## [WHAT TO PRODUCE]
Please print each record below exactly as it is written.
-----
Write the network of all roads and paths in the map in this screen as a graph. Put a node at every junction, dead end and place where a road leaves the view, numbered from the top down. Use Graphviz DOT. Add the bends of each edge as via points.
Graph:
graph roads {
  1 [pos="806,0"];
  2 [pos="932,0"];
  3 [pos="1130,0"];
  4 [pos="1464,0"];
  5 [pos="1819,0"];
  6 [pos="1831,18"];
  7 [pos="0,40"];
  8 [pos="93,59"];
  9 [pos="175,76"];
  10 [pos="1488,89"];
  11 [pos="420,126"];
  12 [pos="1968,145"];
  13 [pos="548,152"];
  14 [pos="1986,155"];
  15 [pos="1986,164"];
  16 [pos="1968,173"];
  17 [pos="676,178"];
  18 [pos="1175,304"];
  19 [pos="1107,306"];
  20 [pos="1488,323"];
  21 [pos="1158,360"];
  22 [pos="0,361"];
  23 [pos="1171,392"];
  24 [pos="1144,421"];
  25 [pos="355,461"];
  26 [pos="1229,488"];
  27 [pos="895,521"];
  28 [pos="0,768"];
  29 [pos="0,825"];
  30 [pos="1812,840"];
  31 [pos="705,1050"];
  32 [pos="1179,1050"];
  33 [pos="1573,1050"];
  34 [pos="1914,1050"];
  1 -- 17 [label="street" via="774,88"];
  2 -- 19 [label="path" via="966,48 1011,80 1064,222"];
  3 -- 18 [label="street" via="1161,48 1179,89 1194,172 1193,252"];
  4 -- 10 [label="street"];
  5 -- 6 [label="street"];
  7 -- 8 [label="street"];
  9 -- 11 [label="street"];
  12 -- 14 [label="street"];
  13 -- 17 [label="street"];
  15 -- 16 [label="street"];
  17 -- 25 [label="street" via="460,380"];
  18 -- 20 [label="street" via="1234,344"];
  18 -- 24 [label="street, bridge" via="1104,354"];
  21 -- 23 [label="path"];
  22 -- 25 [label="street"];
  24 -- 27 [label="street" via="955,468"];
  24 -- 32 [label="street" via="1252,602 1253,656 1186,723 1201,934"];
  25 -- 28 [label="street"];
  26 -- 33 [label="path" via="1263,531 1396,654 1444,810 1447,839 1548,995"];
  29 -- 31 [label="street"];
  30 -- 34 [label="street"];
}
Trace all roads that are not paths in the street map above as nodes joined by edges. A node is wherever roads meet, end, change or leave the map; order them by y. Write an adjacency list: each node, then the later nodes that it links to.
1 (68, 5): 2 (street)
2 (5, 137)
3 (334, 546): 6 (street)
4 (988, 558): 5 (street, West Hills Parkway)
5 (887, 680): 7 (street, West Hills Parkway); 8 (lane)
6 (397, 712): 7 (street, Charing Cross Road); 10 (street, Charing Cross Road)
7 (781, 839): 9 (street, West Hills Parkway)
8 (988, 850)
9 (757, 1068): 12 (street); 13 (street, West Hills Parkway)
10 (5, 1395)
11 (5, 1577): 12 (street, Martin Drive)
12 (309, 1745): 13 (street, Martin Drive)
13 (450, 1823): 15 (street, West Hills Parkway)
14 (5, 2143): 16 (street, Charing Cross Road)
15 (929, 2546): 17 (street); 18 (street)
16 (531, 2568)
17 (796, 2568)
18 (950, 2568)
-----
## [EXERCISE RESULT]
Write the network of all roads and paths in the map in this screen as a graph. Put a node at every junction, dead end and place where a road leaves the view, numbered from the top down. Use Graphviz DOT. Add the bends of each edge as via points.
Graph:
graph roads {
  1 [pos="806,0"];
  2 [pos="932,0"];
  3 [pos="1130,0"];
  4 [pos="1464,0"];
  5 [pos="1819,0"];
  6 [pos="1831,18"];
  7 [pos="0,40"];
  8 [pos="93,59"];
  9 [pos="175,76"];
  10 [pos="1488,89"];
  11 [pos="420,126"];
  12 [pos="1968,145"];
  13 [pos="548,152"];
  14 [pos="1986,155"];
  15 [pos="1986,164"];
  16 [pos="1968,173"];
  17 [pos="676,178"];
  18 [pos="1175,304"];
  19 [pos="1107,306"];
  20 [pos="1488,323"];
  21 [pos="1158,360"];
  22 [pos="0,361"];
  23 [pos="1171,392"];
  24 [pos="1144,421"];
  25 [pos="355,461"];
  26 [pos="1229,488"];
  27 [pos="895,521"];
  28 [pos="0,768"];
  29 [pos="0,825"];
  30 [pos="1812,840"];
  31 [pos="705,1050"];
  32 [pos="1179,1050"];
  33 [pos="1573,1050"];
  34 [pos="1914,1050"];
  1 -- 17 [label="street" via="774,88"];
  2 -- 19 [label="path" via="966,48 1011,80 1064,222"];
  3 -- 18 [label="street" via="1161,48 1179,89 1194,172 1193,252"];
  4 -- 10 [label="street"];
  5 -- 6 [label="street"];
  7 -- 8 [label="street"];
  9 -- 11 [label="street"];
  12 -- 14 [label="street"];
  13 -- 17 [label="street"];
  15 -- 16 [label="street"];
  17 -- 25 [label="street" via="460,380"];
  18 -- 20 [label="street" via="1234,344"];
  18 -- 24 [label="street, bridge" via="1104,354"];
  21 -- 23 [label="path"];
  22 -- 25 [label="street"];
  24 -- 27 [label="street" via="955,468"];
  24 -- 32 [label="street" via="1252,602 1253,656 1186,723 1201,934"];
  25 -- 28 [label="street"];
  26 -- 33 [label="path" via="1263,531 1396,654 1444,810 1447,839 1548,995"];
  29 -- 31 [label="street"];
  30 -- 34 [label="street"];
}
Trace all roads that are not paths in the street map above as nodes joined by edges. A node is wherever roads meet, end, change or leave the map; order them by y. Write an adjacency list: each node, then the later nodes that it links to.
1 (68, 5): 2 (street)
2 (5, 137)
3 (334, 546): 6 (street)
4 (988, 558): 5 (street, West Hills Parkway)
5 (887, 680): 7 (street, West Hills Parkway); 8 (lane)
6 (397, 712): 7 (street, Charing Cross Road); 10 (street, Charing Cross Road)
7 (781, 839): 9 (street, West Hills Parkway)
8 (988, 850)
9 (757, 1068): 12 (street); 13 (street, West Hills Parkway)
10 (5, 1395)
11 (5, 1577): 12 (street, Martin Drive)
12 (309, 1745): 13 (street, Martin Drive)
13 (450, 1823): 15 (street, West Hills Parkway)
14 (5, 2143): 16 (street, Charing Cross Road)
15 (929, 2546): 17 (street); 18 (street)
16 (531, 2568)
17 (796, 2568)
18 (950, 2568)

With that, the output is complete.